Ils font valoir que le procès-verbal de saisie signifié à la Banque Populaire le 10 septembre 2020 est entaché de nullité, dans la mesure où les mentions requises par l'article R 211-1 du code des procédures civiles d'exécution sont lacunaires et non vérifiables ; que le taux d'intérêt appliqué et le mode de calcul sont elliptiques et erronées ; que le décompte n'intègre pas la suspension du cours des intérêts pendant la durée de la procédure collective du débiteur principal, Monsieur [K] [M] ; que l'absence de communication du décompte complet, de la déclaration de créance et de l'acte de prêt opposé à Madame [M] ne permet aucune vérification, près de trente ans plus tard ; que ces lacunes font grief, les intérêts réclamés étant supérieurs de plus du double au montant principal ; que de même, l'acte de dénonciation de la mesure de saisie est entaché de plusieurs irrégularités, en ce que, outre l'impossibilité de vérifier les montants poursuivis, l'acte mentionne que Madame [M] est traductrice, ce qui est inexact puisqu'elle a fait valoir ses droits à la retraite ; que la mesure de saisie est également entachée de nullité en ce qu'elle porte sur un compte détenu en commun par Madame [M] et son époux, non débiteur, mariés sous le régime de la communauté universelle ; que la dette n'entre pas dans le champ d'application de l'article 1414 du code civil, en ce qu'elle n'a pas été souscrite pour l'entretien du

ménage ou l'éducation des enfants, mais est afférente à l'activité professionnelle de Monsieur [K] [M], éteinte à son égard par l'effet de la mesure de liquidation judiciaire postérieure ; que Monsieur [M] n'a cependant pu solliciter le bénéfice de cette disposition dès lors qu'il ne s'est pas vu dénoncer la mesure de saisie, contrairement aux dispositions de l'article R 211-22 du code de procédure civile d'exécution ; que la violation de ces dispositions, qui fait grief, rend nulle la mesure de saisie.
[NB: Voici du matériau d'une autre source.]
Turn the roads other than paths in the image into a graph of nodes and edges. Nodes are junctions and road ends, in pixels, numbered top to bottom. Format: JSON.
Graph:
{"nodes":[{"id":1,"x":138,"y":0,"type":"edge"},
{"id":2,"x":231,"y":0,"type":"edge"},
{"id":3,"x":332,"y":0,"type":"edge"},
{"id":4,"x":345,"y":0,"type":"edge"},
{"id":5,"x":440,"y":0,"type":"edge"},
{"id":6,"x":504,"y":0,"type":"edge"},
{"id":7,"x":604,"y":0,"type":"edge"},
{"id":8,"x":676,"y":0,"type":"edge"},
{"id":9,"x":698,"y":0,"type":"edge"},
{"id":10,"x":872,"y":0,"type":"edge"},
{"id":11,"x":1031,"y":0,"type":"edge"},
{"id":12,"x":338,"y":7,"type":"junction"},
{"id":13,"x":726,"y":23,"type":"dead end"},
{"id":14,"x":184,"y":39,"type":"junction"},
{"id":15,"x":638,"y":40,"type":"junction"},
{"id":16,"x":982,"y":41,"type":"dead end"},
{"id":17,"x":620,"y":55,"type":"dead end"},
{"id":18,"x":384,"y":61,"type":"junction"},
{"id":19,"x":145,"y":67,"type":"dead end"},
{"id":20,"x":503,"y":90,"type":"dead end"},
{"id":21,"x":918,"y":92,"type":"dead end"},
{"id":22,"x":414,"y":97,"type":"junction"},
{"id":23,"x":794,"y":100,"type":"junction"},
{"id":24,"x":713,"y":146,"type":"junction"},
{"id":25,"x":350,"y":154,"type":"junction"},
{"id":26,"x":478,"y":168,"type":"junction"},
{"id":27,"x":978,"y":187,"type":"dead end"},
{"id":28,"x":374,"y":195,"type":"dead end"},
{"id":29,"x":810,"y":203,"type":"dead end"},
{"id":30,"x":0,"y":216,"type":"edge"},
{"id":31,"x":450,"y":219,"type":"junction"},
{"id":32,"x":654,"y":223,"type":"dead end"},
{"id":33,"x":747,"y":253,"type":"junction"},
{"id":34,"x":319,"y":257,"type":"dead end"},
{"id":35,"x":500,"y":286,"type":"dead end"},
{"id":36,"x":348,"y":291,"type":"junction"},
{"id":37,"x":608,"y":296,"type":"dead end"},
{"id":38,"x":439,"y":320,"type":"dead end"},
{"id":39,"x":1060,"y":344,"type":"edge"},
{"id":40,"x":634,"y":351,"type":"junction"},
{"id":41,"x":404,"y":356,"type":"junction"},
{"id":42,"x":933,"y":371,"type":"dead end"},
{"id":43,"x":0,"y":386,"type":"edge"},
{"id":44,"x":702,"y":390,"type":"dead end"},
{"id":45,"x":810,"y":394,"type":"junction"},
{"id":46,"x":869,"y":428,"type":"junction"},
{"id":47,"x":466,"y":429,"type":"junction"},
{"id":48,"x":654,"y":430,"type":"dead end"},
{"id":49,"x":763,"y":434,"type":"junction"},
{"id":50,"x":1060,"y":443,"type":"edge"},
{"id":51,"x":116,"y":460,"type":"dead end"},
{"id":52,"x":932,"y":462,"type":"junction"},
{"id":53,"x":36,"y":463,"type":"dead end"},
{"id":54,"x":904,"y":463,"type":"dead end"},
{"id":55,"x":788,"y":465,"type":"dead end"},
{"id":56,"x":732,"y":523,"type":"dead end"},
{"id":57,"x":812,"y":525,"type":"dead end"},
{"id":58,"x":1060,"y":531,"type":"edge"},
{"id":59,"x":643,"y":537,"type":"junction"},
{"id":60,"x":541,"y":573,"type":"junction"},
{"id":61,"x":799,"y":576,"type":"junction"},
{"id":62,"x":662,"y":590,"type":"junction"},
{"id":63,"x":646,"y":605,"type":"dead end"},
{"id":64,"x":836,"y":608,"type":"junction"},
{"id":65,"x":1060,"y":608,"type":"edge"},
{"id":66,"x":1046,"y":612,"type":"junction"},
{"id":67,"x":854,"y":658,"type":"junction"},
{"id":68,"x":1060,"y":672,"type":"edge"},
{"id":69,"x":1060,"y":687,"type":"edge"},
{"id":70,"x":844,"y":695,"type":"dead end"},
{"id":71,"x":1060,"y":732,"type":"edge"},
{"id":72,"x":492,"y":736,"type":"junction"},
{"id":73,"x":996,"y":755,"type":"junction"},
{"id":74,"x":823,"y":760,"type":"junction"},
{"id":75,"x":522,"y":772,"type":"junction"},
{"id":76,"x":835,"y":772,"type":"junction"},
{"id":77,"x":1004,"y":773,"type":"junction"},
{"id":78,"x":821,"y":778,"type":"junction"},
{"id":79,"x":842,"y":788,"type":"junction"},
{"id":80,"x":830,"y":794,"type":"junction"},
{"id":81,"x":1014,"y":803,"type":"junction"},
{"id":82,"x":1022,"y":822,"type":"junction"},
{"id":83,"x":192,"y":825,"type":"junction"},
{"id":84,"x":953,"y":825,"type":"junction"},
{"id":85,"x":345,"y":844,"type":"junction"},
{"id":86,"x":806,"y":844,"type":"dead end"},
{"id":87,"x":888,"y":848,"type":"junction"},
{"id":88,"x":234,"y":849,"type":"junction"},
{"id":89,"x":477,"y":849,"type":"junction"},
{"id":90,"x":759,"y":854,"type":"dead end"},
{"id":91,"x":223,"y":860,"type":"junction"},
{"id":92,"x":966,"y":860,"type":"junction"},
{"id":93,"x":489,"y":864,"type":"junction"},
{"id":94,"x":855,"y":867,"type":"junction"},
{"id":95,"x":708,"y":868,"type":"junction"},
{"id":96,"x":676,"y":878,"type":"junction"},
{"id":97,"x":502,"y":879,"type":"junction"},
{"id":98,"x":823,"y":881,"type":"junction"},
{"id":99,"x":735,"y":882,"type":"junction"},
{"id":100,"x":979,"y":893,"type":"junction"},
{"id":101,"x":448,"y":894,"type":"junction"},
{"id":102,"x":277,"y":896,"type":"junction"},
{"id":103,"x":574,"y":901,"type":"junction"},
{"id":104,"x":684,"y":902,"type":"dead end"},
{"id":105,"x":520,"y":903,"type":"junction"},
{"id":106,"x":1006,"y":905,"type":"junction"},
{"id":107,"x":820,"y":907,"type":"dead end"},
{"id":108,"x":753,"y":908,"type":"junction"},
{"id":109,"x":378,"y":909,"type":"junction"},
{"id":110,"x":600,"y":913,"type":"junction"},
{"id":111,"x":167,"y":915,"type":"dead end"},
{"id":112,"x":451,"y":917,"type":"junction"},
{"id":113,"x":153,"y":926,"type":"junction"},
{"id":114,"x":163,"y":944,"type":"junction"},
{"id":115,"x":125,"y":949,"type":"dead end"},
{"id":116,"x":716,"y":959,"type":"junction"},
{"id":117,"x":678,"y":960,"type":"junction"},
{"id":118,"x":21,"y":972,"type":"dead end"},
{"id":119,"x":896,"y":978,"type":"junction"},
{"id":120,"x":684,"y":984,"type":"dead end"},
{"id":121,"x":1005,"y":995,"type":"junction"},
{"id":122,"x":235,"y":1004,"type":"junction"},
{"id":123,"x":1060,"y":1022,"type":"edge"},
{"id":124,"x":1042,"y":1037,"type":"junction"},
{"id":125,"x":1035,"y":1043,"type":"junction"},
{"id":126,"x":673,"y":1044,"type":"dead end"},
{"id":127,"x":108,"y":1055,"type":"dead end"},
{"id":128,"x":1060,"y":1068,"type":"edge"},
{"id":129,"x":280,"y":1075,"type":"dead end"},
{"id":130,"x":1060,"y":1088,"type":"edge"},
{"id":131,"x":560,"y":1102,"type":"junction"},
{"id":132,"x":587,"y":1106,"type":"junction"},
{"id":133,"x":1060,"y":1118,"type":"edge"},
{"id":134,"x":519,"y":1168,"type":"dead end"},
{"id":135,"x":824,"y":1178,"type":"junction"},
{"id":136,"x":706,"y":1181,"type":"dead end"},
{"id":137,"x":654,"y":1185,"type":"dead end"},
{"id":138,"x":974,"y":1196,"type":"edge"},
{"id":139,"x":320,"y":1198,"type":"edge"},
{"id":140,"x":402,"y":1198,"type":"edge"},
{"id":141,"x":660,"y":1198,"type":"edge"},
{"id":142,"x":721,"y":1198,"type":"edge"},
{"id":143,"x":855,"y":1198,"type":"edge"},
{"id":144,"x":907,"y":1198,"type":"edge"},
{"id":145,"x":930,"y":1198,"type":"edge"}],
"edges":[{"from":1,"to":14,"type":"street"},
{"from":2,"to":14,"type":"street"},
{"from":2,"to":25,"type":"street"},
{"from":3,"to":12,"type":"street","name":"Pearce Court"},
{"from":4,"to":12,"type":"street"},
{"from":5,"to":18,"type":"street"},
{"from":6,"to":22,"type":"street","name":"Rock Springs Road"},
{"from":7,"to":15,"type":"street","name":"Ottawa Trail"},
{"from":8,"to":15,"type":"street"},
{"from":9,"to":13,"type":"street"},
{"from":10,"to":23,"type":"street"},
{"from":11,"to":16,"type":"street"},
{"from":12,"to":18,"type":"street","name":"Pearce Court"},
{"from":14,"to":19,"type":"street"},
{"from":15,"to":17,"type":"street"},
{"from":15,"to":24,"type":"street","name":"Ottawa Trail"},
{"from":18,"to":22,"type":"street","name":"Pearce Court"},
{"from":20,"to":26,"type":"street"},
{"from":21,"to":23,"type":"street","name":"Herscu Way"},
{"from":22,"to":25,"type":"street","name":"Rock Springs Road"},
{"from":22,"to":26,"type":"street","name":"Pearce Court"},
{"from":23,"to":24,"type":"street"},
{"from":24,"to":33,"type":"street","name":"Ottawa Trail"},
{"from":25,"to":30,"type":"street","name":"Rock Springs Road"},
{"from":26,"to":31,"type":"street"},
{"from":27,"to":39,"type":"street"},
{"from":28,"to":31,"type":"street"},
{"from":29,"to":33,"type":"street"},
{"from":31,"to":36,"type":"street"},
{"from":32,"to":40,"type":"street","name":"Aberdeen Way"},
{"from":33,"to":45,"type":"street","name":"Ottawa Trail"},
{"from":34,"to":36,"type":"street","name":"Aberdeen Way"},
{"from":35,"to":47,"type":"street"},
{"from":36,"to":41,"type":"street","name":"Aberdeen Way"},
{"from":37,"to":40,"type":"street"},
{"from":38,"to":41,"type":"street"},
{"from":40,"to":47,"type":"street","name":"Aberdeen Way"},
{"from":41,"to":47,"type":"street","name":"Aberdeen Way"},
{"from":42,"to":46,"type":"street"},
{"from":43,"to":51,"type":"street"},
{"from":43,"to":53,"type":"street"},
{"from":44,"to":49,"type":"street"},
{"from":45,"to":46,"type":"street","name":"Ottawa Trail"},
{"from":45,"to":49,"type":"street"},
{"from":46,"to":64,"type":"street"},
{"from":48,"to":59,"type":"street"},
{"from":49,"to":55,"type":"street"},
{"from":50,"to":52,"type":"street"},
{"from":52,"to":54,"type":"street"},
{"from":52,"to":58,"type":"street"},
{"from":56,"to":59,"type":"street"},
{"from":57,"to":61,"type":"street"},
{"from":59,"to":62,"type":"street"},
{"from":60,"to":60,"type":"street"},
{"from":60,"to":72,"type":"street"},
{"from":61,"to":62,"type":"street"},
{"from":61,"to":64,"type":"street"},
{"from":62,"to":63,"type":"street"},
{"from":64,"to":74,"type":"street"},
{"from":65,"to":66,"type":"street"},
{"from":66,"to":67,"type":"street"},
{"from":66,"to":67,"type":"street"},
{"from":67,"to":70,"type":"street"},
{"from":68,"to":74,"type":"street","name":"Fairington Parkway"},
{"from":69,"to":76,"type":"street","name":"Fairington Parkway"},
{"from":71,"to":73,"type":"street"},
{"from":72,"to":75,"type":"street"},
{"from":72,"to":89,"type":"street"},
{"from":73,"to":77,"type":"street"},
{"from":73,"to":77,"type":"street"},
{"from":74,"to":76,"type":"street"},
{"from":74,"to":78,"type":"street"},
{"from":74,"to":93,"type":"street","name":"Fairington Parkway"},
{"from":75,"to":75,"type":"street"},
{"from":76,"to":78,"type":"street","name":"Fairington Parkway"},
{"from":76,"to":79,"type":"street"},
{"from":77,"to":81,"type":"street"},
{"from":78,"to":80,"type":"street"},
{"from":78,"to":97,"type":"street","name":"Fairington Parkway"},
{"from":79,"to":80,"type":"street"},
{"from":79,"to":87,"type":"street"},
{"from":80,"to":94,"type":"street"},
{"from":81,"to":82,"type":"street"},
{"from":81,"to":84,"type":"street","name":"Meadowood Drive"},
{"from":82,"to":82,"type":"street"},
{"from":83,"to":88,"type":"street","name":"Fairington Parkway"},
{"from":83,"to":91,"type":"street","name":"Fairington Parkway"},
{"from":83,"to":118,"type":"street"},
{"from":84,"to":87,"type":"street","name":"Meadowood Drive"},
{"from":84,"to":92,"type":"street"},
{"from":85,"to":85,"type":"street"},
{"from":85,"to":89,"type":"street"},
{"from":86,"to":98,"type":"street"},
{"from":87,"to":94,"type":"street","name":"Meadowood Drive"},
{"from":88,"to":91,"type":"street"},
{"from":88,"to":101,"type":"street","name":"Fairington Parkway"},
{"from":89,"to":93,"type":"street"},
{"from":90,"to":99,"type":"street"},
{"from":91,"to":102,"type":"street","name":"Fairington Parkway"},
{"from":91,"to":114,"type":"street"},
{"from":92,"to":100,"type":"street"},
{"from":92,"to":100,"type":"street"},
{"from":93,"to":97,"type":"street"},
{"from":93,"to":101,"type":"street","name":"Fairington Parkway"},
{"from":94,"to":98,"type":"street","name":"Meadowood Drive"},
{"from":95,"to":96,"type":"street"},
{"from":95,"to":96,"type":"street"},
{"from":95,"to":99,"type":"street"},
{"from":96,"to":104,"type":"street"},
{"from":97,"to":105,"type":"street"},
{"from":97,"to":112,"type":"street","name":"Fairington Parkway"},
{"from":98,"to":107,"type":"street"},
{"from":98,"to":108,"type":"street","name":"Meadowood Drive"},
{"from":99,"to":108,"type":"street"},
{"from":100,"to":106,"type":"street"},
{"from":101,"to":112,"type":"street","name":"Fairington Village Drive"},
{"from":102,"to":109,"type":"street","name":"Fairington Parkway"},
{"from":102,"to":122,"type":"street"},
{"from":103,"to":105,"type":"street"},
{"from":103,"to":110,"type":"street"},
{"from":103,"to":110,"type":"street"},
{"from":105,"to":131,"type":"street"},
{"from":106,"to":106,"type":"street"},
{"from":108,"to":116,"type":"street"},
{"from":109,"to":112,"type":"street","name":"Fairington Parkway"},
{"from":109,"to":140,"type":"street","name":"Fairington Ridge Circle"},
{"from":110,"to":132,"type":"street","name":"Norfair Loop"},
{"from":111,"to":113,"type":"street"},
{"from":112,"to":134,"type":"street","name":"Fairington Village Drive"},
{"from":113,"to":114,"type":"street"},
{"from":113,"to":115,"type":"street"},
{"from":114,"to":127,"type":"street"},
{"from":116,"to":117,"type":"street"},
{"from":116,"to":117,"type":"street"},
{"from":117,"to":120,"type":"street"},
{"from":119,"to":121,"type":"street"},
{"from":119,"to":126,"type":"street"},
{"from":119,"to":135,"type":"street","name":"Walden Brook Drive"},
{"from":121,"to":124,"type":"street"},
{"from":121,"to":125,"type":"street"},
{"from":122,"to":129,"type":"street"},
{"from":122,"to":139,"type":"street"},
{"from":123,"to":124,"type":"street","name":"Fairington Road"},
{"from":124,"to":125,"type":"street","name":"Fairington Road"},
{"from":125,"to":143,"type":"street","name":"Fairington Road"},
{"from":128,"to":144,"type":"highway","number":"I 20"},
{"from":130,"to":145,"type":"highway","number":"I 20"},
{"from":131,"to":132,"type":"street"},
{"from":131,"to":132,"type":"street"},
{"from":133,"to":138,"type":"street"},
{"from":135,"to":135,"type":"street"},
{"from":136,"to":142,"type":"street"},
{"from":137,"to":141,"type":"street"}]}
Ils font valoir qu'ils sont fondés à se prévaloir de l'extinction de la créance, le titre exécutoire dont l'exécution est poursuivie par l'intimée étant dépourvu de l'autorité de chose jugée et subsidiairement prescrit ; que l'ordonnance de référé, dépourvue de l'autorité de chose jugée, a été rendue sur la base de motifs erronés en fait et en droit et ne peut servir de fondement à la mesure d'exécution ; que l'intimée n'a jamais communiqué l'acte de prêt établissant l'engagement de Madame [M], dont la date reste inconnue, ce qui rend impossible la vérification du principe, des délais et limites de l'obligation à paiement ; qu'elle n'a jamais communiqué de décompte précis et vérifiable afférent à ce prêt pour obtenir un titre assorti de l'autorité de chose jugée ; que conformément aux dispositions de l'article L 621-46 du code de commerce, la créance est éteinte ; que le titre est en toute de cause prescrit, en ce que le délai décennal issu de la loi du 17 juin 2008 a expiré le 19 juin 2018 ; qu'il n'a pas été interrompu en ce que les actes invoqués par l'intimée ne comportent aucun décompte vérifiable des sommes poursuivies, notamment au titre des intérêts qui en constituent l'essentiel du montant ; qu'au demeurant, la Cour de cassation a retenu dans ce cas le principe de l'interversion de prescription ; que les versements intervenus ne sauraient être considérés comme ayant interrompu la prescription ; que la mesure est illicite dès lors qu'elle viole le principe d'interruption des poursuites attaché au jugement d'ouverture du redressement judiciaire prononcé le 7 novembre 1990 par le tribunal de grande instance de Mulhouse, ayant abouti à la liquidation judiciaire de Monsieur [K] [M], qui a nécessairement affecté la communauté universelle existante entre les époux.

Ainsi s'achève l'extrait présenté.